Gelb Research Group at Washington University in St. Louis

home

people
publications
research
software
resources
facilities
course pages
positions
contact us




"Fjord" - a linux cluster


This page describes our experiences with the procurement, installation, configuration, troubleshooting, and use of a 24 node dual-processor Athlon cluster.

The hardware
The software: OSCAR
Post-install configuration
Problems and fixes
Performance

The hardware

Our hardware configuration consists of:

Final system cost came to just about $55,000. Here's a picture of it during assembly, with 15 nodes installed. The assembly went reasonably smoothly, except that the screws for rackmounting that came with the nodes don't fit into this particular rack, so we had to order extra screws from APC (since the rack only comes with about 60 screws, and we used six per node!)

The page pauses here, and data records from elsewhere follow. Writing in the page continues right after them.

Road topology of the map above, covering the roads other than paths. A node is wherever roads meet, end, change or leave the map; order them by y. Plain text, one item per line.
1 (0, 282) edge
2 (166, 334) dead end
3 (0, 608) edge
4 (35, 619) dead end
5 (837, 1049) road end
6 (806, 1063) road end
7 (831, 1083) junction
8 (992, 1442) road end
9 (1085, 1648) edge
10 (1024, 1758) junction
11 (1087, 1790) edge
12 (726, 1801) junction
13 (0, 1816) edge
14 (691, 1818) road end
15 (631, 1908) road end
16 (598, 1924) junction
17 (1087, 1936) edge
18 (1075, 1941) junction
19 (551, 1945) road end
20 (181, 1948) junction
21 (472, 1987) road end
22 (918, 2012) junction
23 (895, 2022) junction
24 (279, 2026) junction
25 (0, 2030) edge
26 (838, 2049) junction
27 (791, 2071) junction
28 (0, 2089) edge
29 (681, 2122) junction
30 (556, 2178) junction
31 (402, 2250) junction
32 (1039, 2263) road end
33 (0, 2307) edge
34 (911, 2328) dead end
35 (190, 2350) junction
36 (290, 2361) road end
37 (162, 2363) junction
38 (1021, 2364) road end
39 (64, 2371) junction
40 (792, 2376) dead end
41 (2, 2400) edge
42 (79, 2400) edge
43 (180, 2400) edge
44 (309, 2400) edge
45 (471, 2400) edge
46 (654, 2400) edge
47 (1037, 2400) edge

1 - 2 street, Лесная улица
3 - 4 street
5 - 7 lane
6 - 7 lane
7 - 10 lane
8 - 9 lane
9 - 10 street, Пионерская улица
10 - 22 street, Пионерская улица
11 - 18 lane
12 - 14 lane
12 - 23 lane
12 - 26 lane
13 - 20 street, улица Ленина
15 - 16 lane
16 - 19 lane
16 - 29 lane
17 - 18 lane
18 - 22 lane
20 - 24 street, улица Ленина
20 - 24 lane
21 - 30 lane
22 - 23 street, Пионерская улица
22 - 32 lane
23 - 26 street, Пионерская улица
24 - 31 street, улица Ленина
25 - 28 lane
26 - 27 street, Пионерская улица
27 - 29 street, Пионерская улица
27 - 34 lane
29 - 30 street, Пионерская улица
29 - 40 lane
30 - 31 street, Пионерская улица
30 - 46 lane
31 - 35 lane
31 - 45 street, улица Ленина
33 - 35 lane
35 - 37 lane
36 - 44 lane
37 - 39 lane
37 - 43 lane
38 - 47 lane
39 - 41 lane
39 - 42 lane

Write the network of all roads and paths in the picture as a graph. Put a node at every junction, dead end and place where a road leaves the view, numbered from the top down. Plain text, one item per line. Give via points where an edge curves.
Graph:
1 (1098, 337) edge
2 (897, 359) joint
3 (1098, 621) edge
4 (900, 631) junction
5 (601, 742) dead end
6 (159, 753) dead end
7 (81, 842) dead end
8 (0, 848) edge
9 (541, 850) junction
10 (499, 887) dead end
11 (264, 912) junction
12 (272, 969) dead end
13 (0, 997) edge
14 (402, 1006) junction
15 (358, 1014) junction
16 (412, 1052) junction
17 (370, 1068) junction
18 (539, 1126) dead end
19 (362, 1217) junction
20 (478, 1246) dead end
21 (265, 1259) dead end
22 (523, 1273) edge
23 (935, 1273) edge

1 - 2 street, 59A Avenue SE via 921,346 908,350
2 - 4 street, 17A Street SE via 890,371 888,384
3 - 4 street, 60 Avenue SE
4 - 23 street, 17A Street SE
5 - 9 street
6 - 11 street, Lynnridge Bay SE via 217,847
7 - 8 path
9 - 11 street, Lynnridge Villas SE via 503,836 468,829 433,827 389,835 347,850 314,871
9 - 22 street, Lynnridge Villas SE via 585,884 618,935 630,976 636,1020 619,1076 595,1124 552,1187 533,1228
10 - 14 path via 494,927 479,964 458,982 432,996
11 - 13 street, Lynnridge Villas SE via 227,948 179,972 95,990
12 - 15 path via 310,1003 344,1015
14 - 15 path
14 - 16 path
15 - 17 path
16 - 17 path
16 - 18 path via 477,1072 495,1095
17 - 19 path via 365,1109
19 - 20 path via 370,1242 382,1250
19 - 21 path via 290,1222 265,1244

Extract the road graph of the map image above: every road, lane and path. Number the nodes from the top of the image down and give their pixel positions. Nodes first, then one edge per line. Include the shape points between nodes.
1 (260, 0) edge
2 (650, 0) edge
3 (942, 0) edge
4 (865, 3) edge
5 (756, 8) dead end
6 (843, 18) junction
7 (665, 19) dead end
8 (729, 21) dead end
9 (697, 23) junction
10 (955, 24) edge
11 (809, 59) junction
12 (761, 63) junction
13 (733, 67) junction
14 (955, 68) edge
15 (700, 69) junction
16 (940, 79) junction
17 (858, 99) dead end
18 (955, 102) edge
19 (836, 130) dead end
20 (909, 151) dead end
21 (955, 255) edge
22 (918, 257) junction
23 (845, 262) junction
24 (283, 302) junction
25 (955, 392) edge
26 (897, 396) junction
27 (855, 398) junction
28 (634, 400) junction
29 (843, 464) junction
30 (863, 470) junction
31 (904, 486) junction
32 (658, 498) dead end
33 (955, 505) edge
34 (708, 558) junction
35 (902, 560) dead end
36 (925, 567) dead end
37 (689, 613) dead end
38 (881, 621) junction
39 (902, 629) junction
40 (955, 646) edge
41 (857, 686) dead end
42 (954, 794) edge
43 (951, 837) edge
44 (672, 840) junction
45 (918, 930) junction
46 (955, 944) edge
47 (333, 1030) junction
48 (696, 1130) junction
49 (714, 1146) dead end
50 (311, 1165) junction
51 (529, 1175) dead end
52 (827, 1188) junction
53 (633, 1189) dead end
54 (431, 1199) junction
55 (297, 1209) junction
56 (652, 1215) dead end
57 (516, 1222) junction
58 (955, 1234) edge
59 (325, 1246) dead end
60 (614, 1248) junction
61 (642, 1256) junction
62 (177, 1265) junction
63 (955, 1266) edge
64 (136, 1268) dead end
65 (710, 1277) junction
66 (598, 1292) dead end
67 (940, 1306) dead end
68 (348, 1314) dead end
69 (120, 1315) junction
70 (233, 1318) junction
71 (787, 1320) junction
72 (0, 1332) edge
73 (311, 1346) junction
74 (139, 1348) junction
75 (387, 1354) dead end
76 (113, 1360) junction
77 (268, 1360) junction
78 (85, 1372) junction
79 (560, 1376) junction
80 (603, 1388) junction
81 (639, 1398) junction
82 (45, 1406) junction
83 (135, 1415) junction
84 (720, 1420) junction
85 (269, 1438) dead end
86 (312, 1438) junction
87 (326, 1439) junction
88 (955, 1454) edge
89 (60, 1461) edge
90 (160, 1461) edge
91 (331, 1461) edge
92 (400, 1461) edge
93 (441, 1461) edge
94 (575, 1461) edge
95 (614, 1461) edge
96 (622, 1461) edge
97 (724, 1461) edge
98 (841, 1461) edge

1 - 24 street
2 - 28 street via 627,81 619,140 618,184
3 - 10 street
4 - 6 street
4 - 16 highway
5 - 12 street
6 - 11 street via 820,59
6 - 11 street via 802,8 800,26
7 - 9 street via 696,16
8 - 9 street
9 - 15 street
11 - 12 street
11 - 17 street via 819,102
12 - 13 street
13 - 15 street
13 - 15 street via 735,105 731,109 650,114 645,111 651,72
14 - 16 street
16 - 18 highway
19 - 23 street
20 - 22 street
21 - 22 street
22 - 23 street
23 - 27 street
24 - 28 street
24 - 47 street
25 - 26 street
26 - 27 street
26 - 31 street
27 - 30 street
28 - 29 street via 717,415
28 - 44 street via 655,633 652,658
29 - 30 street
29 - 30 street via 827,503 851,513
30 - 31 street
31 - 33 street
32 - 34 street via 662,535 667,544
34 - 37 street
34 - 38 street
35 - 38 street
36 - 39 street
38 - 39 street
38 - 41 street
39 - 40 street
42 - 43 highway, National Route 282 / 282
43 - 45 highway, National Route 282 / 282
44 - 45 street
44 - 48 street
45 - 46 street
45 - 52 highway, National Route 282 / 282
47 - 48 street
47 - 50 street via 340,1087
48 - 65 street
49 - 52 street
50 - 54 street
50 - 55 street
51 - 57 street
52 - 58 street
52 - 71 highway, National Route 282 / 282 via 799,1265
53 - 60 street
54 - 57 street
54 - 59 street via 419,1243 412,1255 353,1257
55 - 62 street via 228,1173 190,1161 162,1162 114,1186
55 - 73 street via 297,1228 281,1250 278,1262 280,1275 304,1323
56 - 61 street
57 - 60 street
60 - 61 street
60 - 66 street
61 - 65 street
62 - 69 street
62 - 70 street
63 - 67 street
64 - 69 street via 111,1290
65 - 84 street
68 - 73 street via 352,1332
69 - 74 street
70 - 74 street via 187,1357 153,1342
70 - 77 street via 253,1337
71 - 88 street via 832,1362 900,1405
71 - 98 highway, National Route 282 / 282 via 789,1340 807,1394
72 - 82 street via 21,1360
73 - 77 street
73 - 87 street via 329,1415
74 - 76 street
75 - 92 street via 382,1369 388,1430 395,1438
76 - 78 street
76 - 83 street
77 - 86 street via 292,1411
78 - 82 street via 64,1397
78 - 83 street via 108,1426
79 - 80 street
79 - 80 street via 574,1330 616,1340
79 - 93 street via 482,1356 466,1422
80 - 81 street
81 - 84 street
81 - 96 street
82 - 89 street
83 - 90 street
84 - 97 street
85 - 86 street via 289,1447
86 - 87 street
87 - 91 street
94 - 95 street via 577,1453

Here are some pictures of the inside of the Appro 1100 server. Its pretty intelligently laid out, though not as easy to get into as one might like, as the top cover consists of three separate pieces:

No CPU fans! Instead, a big plastic duct (far right) funnels air from the four big fans directly through the heat-sink fins.

Network configuration

Since every computer has two NICs on the motherboard, we got two switches. There are two private subnets:
  1. "Service network" - this connects the 10/100 ports on all the nodes with the DLINK switch. The Gigabit port from the server connects to the Gigabit uplink port on the switch. This network is used for software installation, routine communication, and file-sharing by NFS.
  2. "Fast network" - This connects the Gigabit ports on all the nodes with the SMC switch. The server does not participate, and this network is meant only for communication during parallel job execution.

Power

The rack system is now plugged into three dedicated 20A lines. I'm not sure what the actual power draw under running conditions is, but will attempt to find out.

Problems

Of the sixteen nodes initially delivered (we added eight more later), two would not boot at all. These were returned to Appro, repaired, burned in, and re-installed. They both worked fine upon return, until we started working with the Gigabit ethernet network, and discovered that one of them had a bad controller. It was returned for repair a second time.

Future expansion

There's room on both switches and the rack for an additional eight nodes, if we so desire. There's also room in the bottom of the rack for enough UPS capacity to run the whole system, if it becomes necessary.

The software: OSCAR

We installed OSCAR 1.4 on the cluster. This is an open-source suite of cluster software that handles the installation of operating systems on the nodes, configuration of networking and parallel libraries, setting up the PBS/Maui queueing system, and some other goodies.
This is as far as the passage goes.